Iterators, Generators, and Uncertainty

Published in

Python Supply

11 min readFeb 18, 2020

Suppose you are working on a Python API that provides access to a real-time data stream (perhaps from an array of sensors or from a web service that handles user requests). You would like to deliver to the consumers of your API a simple but flexible abstraction that allows them to operate on new items from the stream when they choose to do so. Furthermore, you would like the API to allow users to do the following three things:

specify fall-back or default data streams (e.g., if their first choice of stream is exhausted);
interleave items coming from multiple streams (presenting them as a single, new stream); and
process the items from a stream in parallel using multiprocessing.
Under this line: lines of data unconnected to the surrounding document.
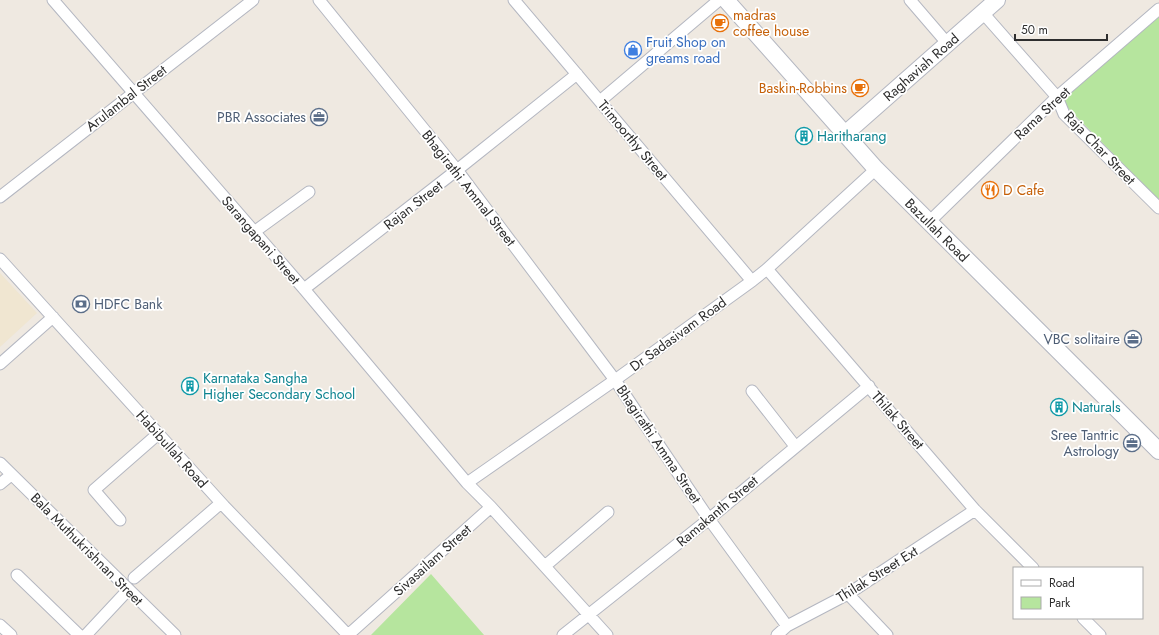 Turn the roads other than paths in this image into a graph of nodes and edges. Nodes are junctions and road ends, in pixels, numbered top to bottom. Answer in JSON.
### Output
{"nodes":[{"id":1,"x":53,"y":0,"type":"edge"},
{"id":2,"x":253,"y":0,"type":"edge"},
{"id":3,"x":318,"y":0,"type":"edge"},
{"id":4,"x":514,"y":0,"type":"edge"},
{"id":5,"x":719,"y":0,"type":"edge"},
{"id":6,"x":726,"y":0,"type":"edge"},
{"id":7,"x":910,"y":0,"type":"edge"},
{"id":8,"x":997,"y":0,"type":"edge"},
{"id":9,"x":1159,"y":9,"type":"edge"},
{"id":10,"x":983,"y":13,"type":"junction"},
{"id":11,"x":947,"y":43,"type":"junction"},
{"id":12,"x":577,"y":74,"type":"junction"},
{"id":13,"x":133,"y":93,"type":"junction"},
{"id":14,"x":1057,"y":97,"type":"junction"},
{"id":15,"x":600,"y":101,"type":"junction"},
{"id":16,"x":845,"y":134,"type":"junction"},
{"id":17,"x":876,"y":169,"type":"junction"},
{"id":18,"x":457,"y":170,"type":"junction"},
{"id":19,"x":309,"y":192,"type":"dead end"},
{"id":20,"x":0,"y":197,"type":"edge"},
{"id":21,"x":1159,"y":208,"type":"edge"},
{"id":22,"x":929,"y":222,"type":"junction"},
{"id":23,"x":254,"y":232,"type":"junction"},
{"id":24,"x":0,"y":259,"type":"edge"},
{"id":25,"x":767,"y":269,"type":"junction"},
{"id":26,"x":752,"y":281,"type":"junction"},
{"id":27,"x":304,"y":289,"type":"junction"},
{"id":28,"x":53,"y":317,"type":"junction"},
{"id":29,"x":0,"y":364,"type":"edge"},
{"id":30,"x":615,"y":380,"type":"junction"},
{"id":31,"x":869,"y":386,"type":"junction"},
{"id":32,"x":752,"y":391,"type":"dead end"},
{"id":33,"x":158,"y":434,"type":"junction"},
{"id":34,"x":795,"y":446,"type":"junction"},
{"id":35,"x":1159,"y":451,"type":"edge"},
{"id":36,"x":0,"y":463,"type":"edge"},
{"id":37,"x":11,"y":475,"type":"junction"},
{"id":38,"x":467,"y":483,"type":"junction"},
{"id":39,"x":0,"y":484,"type":"edge"},
{"id":40,"x":221,"y":503,"type":"junction"},
{"id":41,"x":490,"y":507,"type":"junction"},
{"id":42,"x":976,"y":510,"type":"junction"},
{"id":43,"x":608,"y":512,"type":"dead end"},
{"id":44,"x":709,"y":519,"type":"junction"},
{"id":45,"x":120,"y":520,"type":"dead end"},
{"id":46,"x":545,"y":566,"type":"junction"},
{"id":47,"x":1032,"y":567,"type":"edge"},
{"id":48,"x":16,"y":575,"type":"dead end"},
{"id":49,"x":134,"y":578,"type":"dead end"},
{"id":50,"x":128,"y":590,"type":"junction"},
{"id":51,"x":848,"y":594,"type":"junction"},
{"id":52,"x":589,"y":615,"type":"junction"},
{"id":53,"x":1084,"y":619,"type":"edge"},
{"id":54,"x":0,"y":625,"type":"edge"},
{"id":55,"x":787,"y":626,"type":"junction"},
{"id":56,"x":11,"y":635,"type":"edge"},
{"id":57,"x":79,"y":635,"type":"edge"},
{"id":58,"x":86,"y":635,"type":"edge"},
{"id":59,"x":175,"y":635,"type":"edge"},
{"id":60,"x":348,"y":635,"type":"edge"},
{"id":61,"x":564,"y":635,"type":"edge"},
{"id":62,"x":607,"y":635,"type":"edge"},
{"id":63,"x":777,"y":635,"type":"edge"},
{"id":64,"x":887,"y":635,"type":"edge"},
{"id":65,"x":1100,"y":635,"type":"edge"}],
"edges":[{"from":1,"to":13,"type":"street","name":"Sarangapani Street"},
{"from":2,"to":13,"type":"street","name":"Arulambal Street"},
{"from":3,"to":18,"type":"street","name":"Bhagirathi Ammal Street"},
{"from":4,"to":12,"type":"street","name":"Trimoorthy Street"},
{"from":5,"to":15,"type":"street"},
{"from":6,"to":16,"type":"main road","name":"Bazullah Road"},
{"from":7,"to":11,"type":"street"},
{"from":8,"to":10,"type":"main road","name":"Raghaviah Road"},
{"from":9,"to":14,"type":"street","name":"Rama Street"},
{"from":10,"to":11,"type":"main road","name":"Raghaviah Road"},
{"from":10,"to":14,"type":"street","name":"Raja Char Street"},
{"from":11,"to":16,"type":"main road","name":"Raghaviah Road"},
{"from":12,"to":15,"type":"street","name":"Trimoorthy Street"},
{"from":12,"to":18,"type":"street","name":"Rajan Street"},
{"from":13,"to":20,"type":"street","name":"Arulambal Street"},
{"from":13,"to":23,"type":"street","name":"Sarangapani Street"},
{"from":14,"to":21,"type":"street","name":"Raja Char Street"},
{"from":14,"to":22,"type":"street","name":"Rama Street"},
{"from":15,"to":26,"type":"street","name":"Trimoorthy Street"},
{"from":16,"to":17,"type":"main road","name":"Bazullah Road"},
{"from":17,"to":22,"type":"main road","name":"Bazullah Road"},
{"from":17,"to":25,"type":"street","name":"Dr Sadasivam Road"},
{"from":18,"to":27,"type":"street","name":"Rajan Street"},
{"from":18,"to":30,"type":"street","name":"Bhagirathi Ammal Street"},
{"from":19,"to":23,"type":"street"},
{"from":22,"to":35,"type":"main road","name":"Bazullah Road"},
{"from":23,"to":27,"type":"street","name":"Sarangapani Street"},
{"from":24,"to":28,"type":"street","name":"Habibullah Road"},
{"from":25,"to":26,"type":"street","name":"Dr Sadasivam Road"},
{"from":25,"to":31,"type":"street","name":"Thilak Street"},
{"from":26,"to":30,"type":"street","name":"Dr Sadasivam Road"},
{"from":27,"to":38,"type":"street","name":"Sarangapani Street"},
{"from":28,"to":29,"type":"street"},
{"from":28,"to":33,"type":"street","name":"Habibullah Road"},
{"from":30,"to":38,"type":"street","name":"Dr Sadasivam Road"},
{"from":30,"to":44,"type":"street","name":"Bhagirathi Amma Street"},
{"from":31,"to":34,"type":"street","name":"Ramakanth Street"},
{"from":31,"to":42,"type":"street","name":"Thilak Street"},
{"from":32,"to":34,"type":"street"},
{"from":33,"to":40,"type":"street","name":"Habibullah Road"},
{"from":33,"to":45,"type":"street"},
{"from":34,"to":44,"type":"street","name":"Ramakanth Street"},
{"from":36,"to":37,"type":"street","name":"Bala Muthukrishnan Street"},
{"from":37,"to":39,"type":"street"},
{"from":37,"to":50,"type":"street","name":"Bala Muthukrishnan Street"},
{"from":38,"to":41,"type":"street"},
{"from":40,"to":49,"type":"street"},
{"from":40,"to":60,"type":"street","name":"Habibullah Road"},
{"from":41,"to":46,"type":"street"},
{"from":41,"to":60,"type":"street","name":"Sivasailam Street"},
{"from":42,"to":47,"type":"street","name":"Thilak Street"},
{"from":42,"to":51,"type":"street","name":"Thilak Street Ext"},
{"from":43,"to":46,"type":"street"},
{"from":44,"to":52,"type":"street","name":"Ramakanth Street"},
{"from":44,"to":55,"type":"street","name":"Bhagirathi Amma Street"},
{"from":46,"to":52,"type":"street"},
{"from":48,"to":57,"type":"street"},
{"from":50,"to":58,"type":"street"},
{"from":50,"to":59,"type":"street","name":"Bala Muthukrishnan Street"},
{"from":51,"to":55,"type":"street","name":"Thilak Street Ext"},
{"from":51,"to":64,"type":"street"},
{"from":52,"to":61,"type":"street","name":"Ramakanth Street"},
{"from":52,"to":62,"type":"street"},
{"from":53,"to":65,"type":"street"},
{"from":54,"to":56,"type":"street"},
{"from":55,"to":63,"type":"street","name":"Thilak Street Ext"}]}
What abstraction should you use? How much of it must be custom-built and how much can be done using native Python features? When working with data streams, state spaces, and other abstractions that represent large or unbounded structures, it can be tempting to custom-build solutions that may become increasingly complex and difficult to maintain. Understanding a range of features that are already available in a language or its built-in libraries can help mitigate this while saving significant time and effort (both your own and that of others who build upon your work).
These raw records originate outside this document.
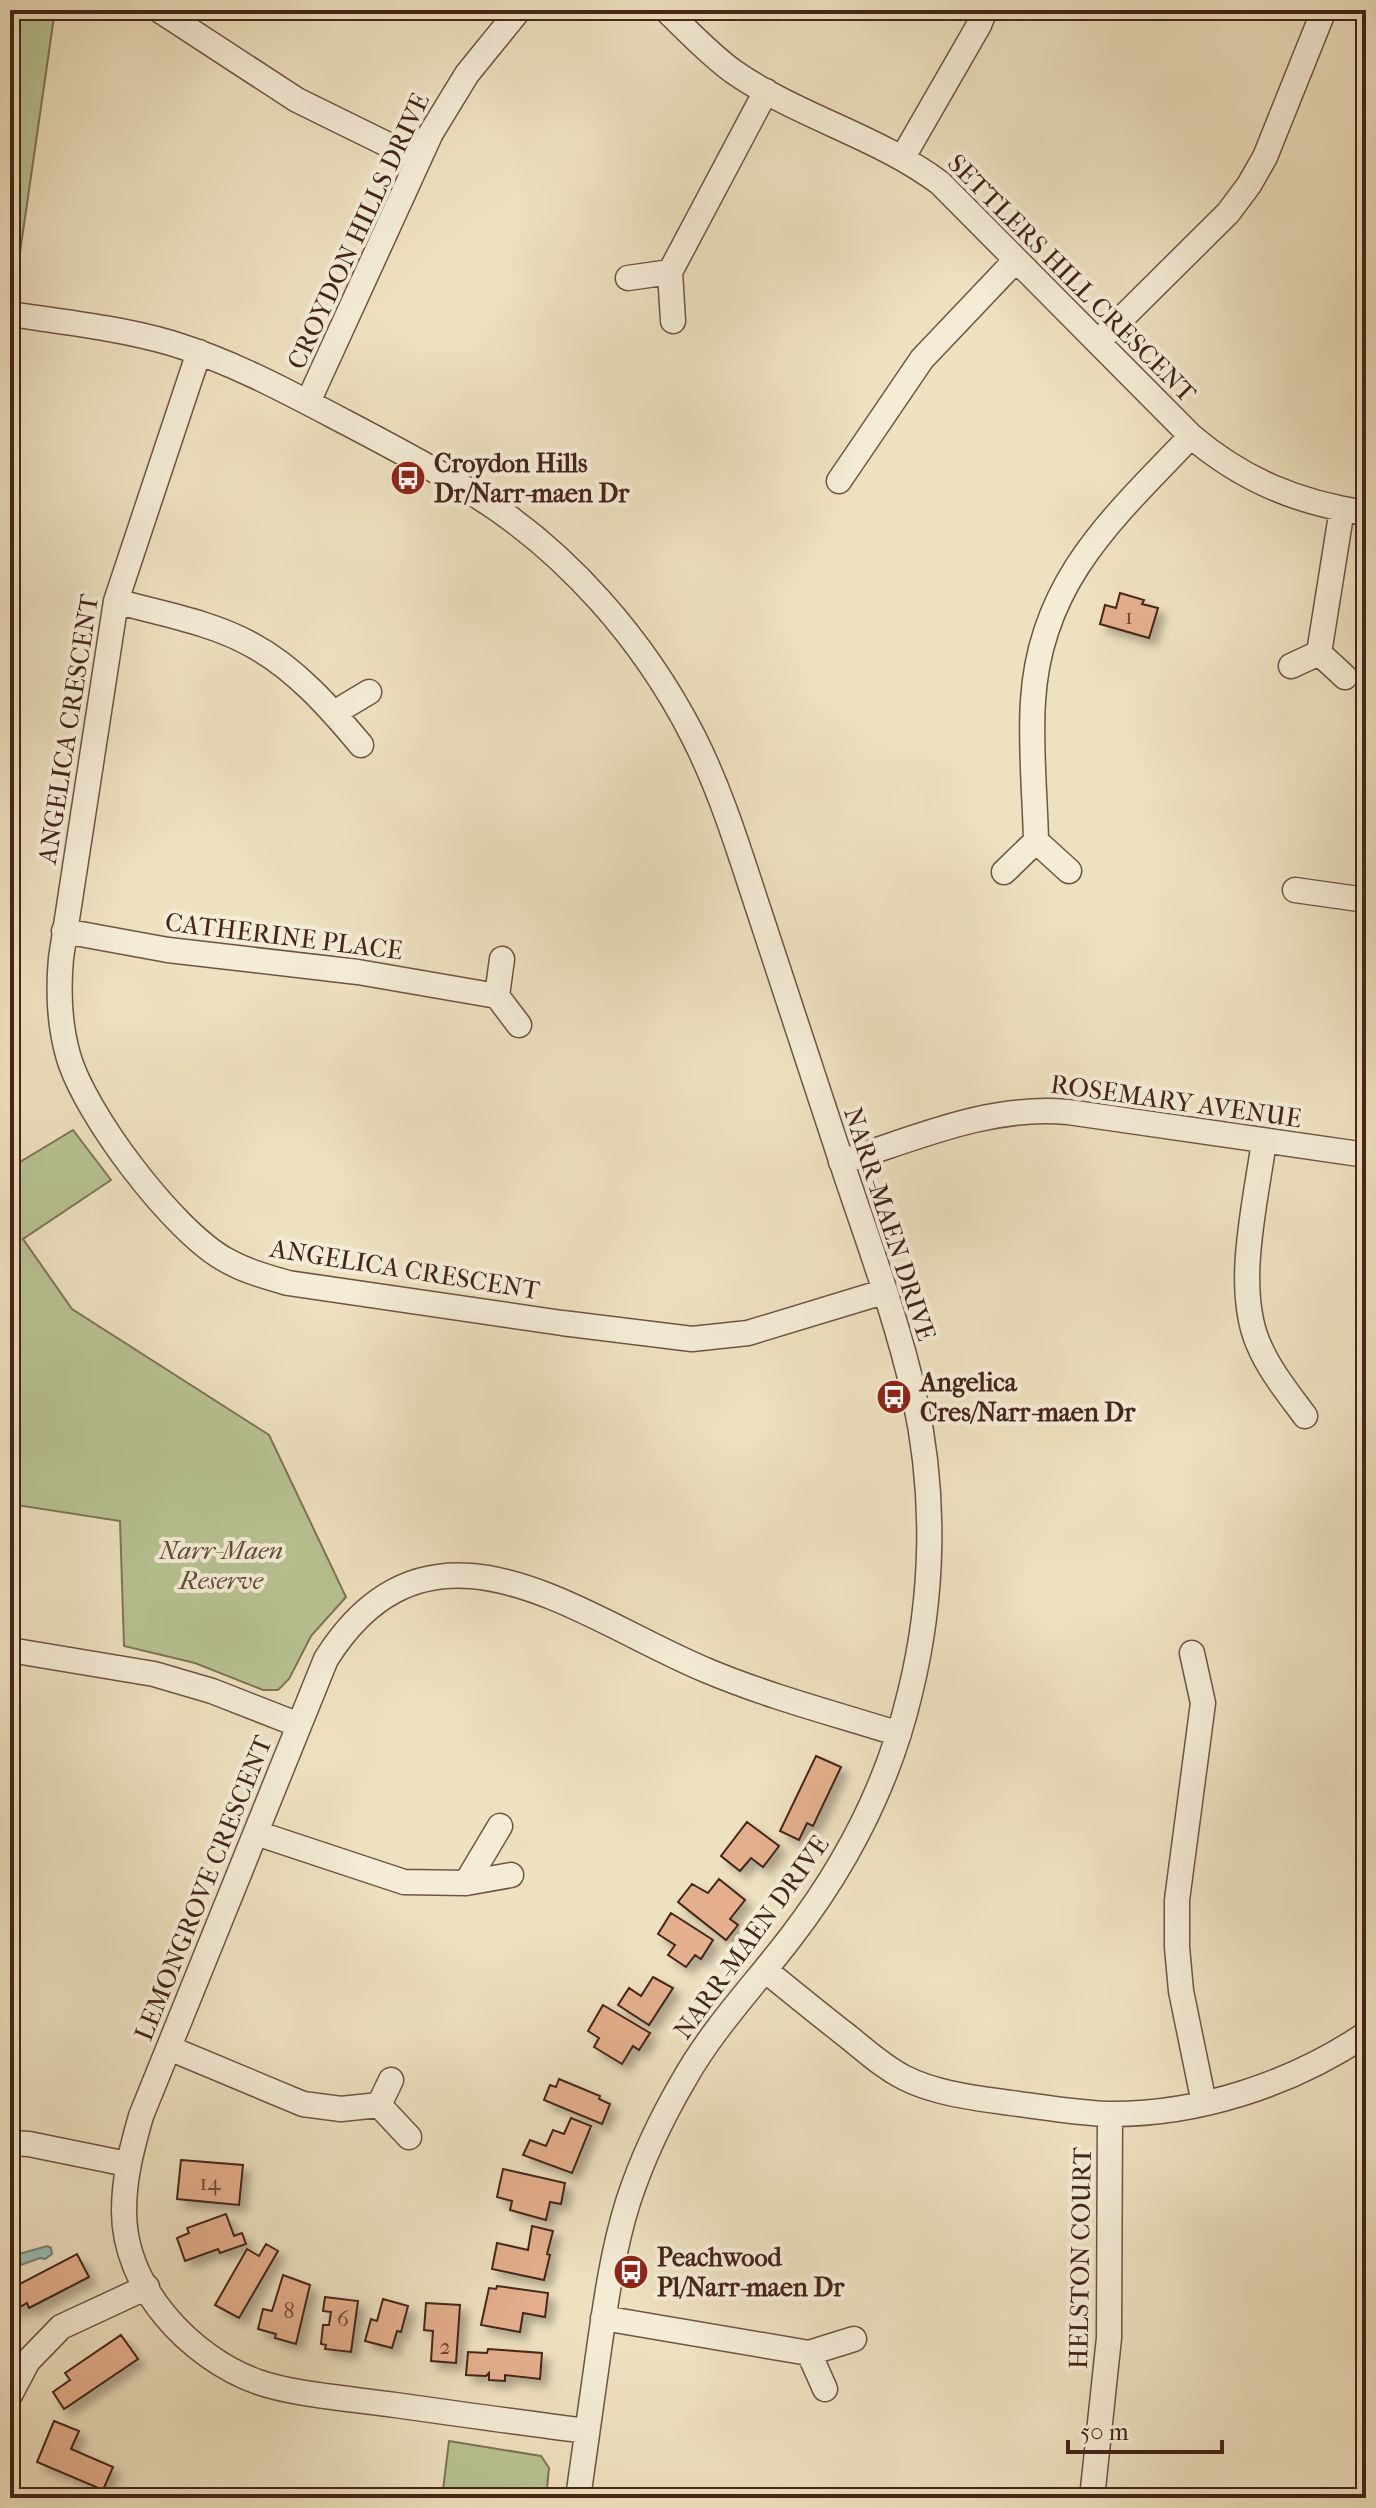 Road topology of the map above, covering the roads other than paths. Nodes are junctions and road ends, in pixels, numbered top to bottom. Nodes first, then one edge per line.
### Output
1 (159, 10) edge
2 (519, 10) edge
3 (666, 10) edge
4 (985, 10) edge
5 (1324, 10) edge
6 (766, 91) junction
7 (903, 157) junction
8 (417, 159) junction
9 (1016, 260) junction
10 (670, 272) junction
11 (628, 278) dead end
12 (10, 314) edge
13 (673, 321) dead end
14 (1098, 342) junction
15 (199, 352) junction
16 (308, 402) junction
17 (1191, 436) junction
18 (839, 481) dead end
19 (1354, 511) edge
20 (116, 601) junction
21 (1319, 653) junction
22 (1291, 666) dead end
23 (1345, 677) dead end
24 (369, 692) dead end
25 (334, 713) junction
26 (361, 745) dead end
27 (1036, 841) junction
28 (1069, 871) dead end
29 (1004, 872) dead end
30 (1295, 890) dead end
31 (1366, 900) edge
32 (64, 931) junction
33 (502, 959) dead end
34 (497, 996) junction
35 (519, 1025) dead end
36 (1264, 1141) junction
37 (1366, 1155) edge
38 (841, 1162) junction
39 (883, 1292) junction
40 (1305, 1416) dead end
41 (10, 1650) edge
42 (1192, 1653) dead end
43 (299, 1725) junction
44 (899, 1734) junction
45 (500, 1826) dead end
46 (256, 1833) junction
47 (511, 1875) dead end
48 (466, 1883) junction
49 (765, 1970) junction
50 (1366, 2034) edge
51 (169, 2048) junction
52 (391, 2080) dead end
53 (1204, 2103) junction
54 (379, 2105) junction
55 (1110, 2114) junction
56 (409, 2137) dead end
57 (10, 2143) edge
58 (127, 2164) junction
59 (147, 2287) junction
60 (603, 2318) junction
61 (854, 2339) dead end
62 (809, 2353) junction
63 (825, 2389) dead end
64 (10, 2395) edge
65 (587, 2431) junction
66 (578, 2498) edge
67 (1092, 2498) edge

1 - 8 street
2 - 8 street, CROYDON HILLS DRIVE
3 - 6 street, SETTLERS HILL CRESCENT
4 - 7 street
5 - 14 street
6 - 7 street, SETTLERS HILL CRESCENT
6 - 10 street
7 - 9 street, SETTLERS HILL CRESCENT
8 - 16 street, CROYDON HILLS DRIVE
9 - 14 street, SETTLERS HILL CRESCENT
9 - 18 street
10 - 11 street
10 - 13 street
12 - 15 street, NARR-MAEN DRIVE
14 - 17 street, SETTLERS HILL CRESCENT
15 - 16 street, NARR-MAEN DRIVE
15 - 20 street, ANGELICA CRESCENT
16 - 38 street, NARR-MAEN DRIVE
17 - 19 street, SETTLERS HILL CRESCENT
17 - 27 street
19 - 21 street
20 - 25 street
20 - 32 street, ANGELICA CRESCENT
21 - 22 street
21 - 23 street
24 - 25 street
25 - 26 street
27 - 28 street
27 - 29 street
30 - 31 street
32 - 34 street, CATHERINE PLACE
32 - 39 street, ANGELICA CRESCENT
33 - 34 street
34 - 35 street
36 - 37 street, ROSEMARY AVENUE
36 - 38 street, ROSEMARY AVENUE
36 - 40 street
38 - 39 street, NARR-MAEN DRIVE
39 - 44 street, NARR-MAEN DRIVE
41 - 43 street
42 - 53 street
43 - 44 street, LEMONGROVE CRESCENT
43 - 46 street, LEMONGROVE CRESCENT
44 - 49 street, NARR-MAEN DRIVE
45 - 48 street
46 - 48 street
46 - 51 street, LEMONGROVE CRESCENT
47 - 48 street
49 - 55 street
49 - 60 street, NARR-MAEN DRIVE
50 - 53 street
51 - 54 street
51 - 58 street, LEMONGROVE CRESCENT
52 - 54 street
53 - 55 street
54 - 56 street
55 - 67 street, HELSTON COURT
57 - 58 street
58 - 59 street, LEMONGROVE CRESCENT
59 - 64 street
59 - 65 street, LEMONGROVE CRESCENT
60 - 62 street
60 - 65 street, NARR-MAEN DRIVE
61 - 62 street
62 - 63 street
65 - 66 street, NARR-MAEN DRIVE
Iterators and generators are powerful tools in the Python language that have compelling applications in a number of contexts. This article reviews how they are defined, how they can be used, how they are related to one another, and how they can help you work in an elegant and flexible way with data structures and data streams of an unknown or infinite size.
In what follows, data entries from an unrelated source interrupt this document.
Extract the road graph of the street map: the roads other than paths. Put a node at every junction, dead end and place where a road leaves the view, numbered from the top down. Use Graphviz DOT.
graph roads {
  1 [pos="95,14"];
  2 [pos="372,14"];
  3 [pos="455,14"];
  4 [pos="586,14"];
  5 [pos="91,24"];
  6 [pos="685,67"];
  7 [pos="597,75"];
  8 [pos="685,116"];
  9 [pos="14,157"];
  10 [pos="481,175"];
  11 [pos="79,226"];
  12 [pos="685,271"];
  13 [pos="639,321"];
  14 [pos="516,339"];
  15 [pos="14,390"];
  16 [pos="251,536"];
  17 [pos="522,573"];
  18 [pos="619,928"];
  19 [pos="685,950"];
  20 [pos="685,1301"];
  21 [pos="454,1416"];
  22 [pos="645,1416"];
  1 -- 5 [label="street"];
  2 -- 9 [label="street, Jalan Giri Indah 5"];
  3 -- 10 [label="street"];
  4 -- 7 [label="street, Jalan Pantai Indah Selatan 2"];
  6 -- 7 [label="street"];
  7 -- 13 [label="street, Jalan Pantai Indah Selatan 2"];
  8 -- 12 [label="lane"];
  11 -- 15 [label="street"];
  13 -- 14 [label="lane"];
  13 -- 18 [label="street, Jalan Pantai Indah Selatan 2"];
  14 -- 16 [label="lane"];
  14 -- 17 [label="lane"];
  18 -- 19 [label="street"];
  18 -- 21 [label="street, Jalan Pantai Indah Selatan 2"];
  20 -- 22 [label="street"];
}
Iterables, Iterators, and Generators

When discussing Python, the terms iterable, iterator, and generator often appear in similar contexts or are even used interchangeably. These language features also solve similar problems. This can lead to some confusion, but there is a reason that on occasion these are conflated.

One way to understand the term iterator is that it refers to any Python data structure that has an interface that supports iteration over objects one at a time. A data structure is iterable if there is at least one way to construct an iterator that traverses it in some way. On the other hand, a generator is a particular kind of data structure, defined in a specific way within Python, that maintains an internal state and constructs or retrieves zero or more objects or values one at a time.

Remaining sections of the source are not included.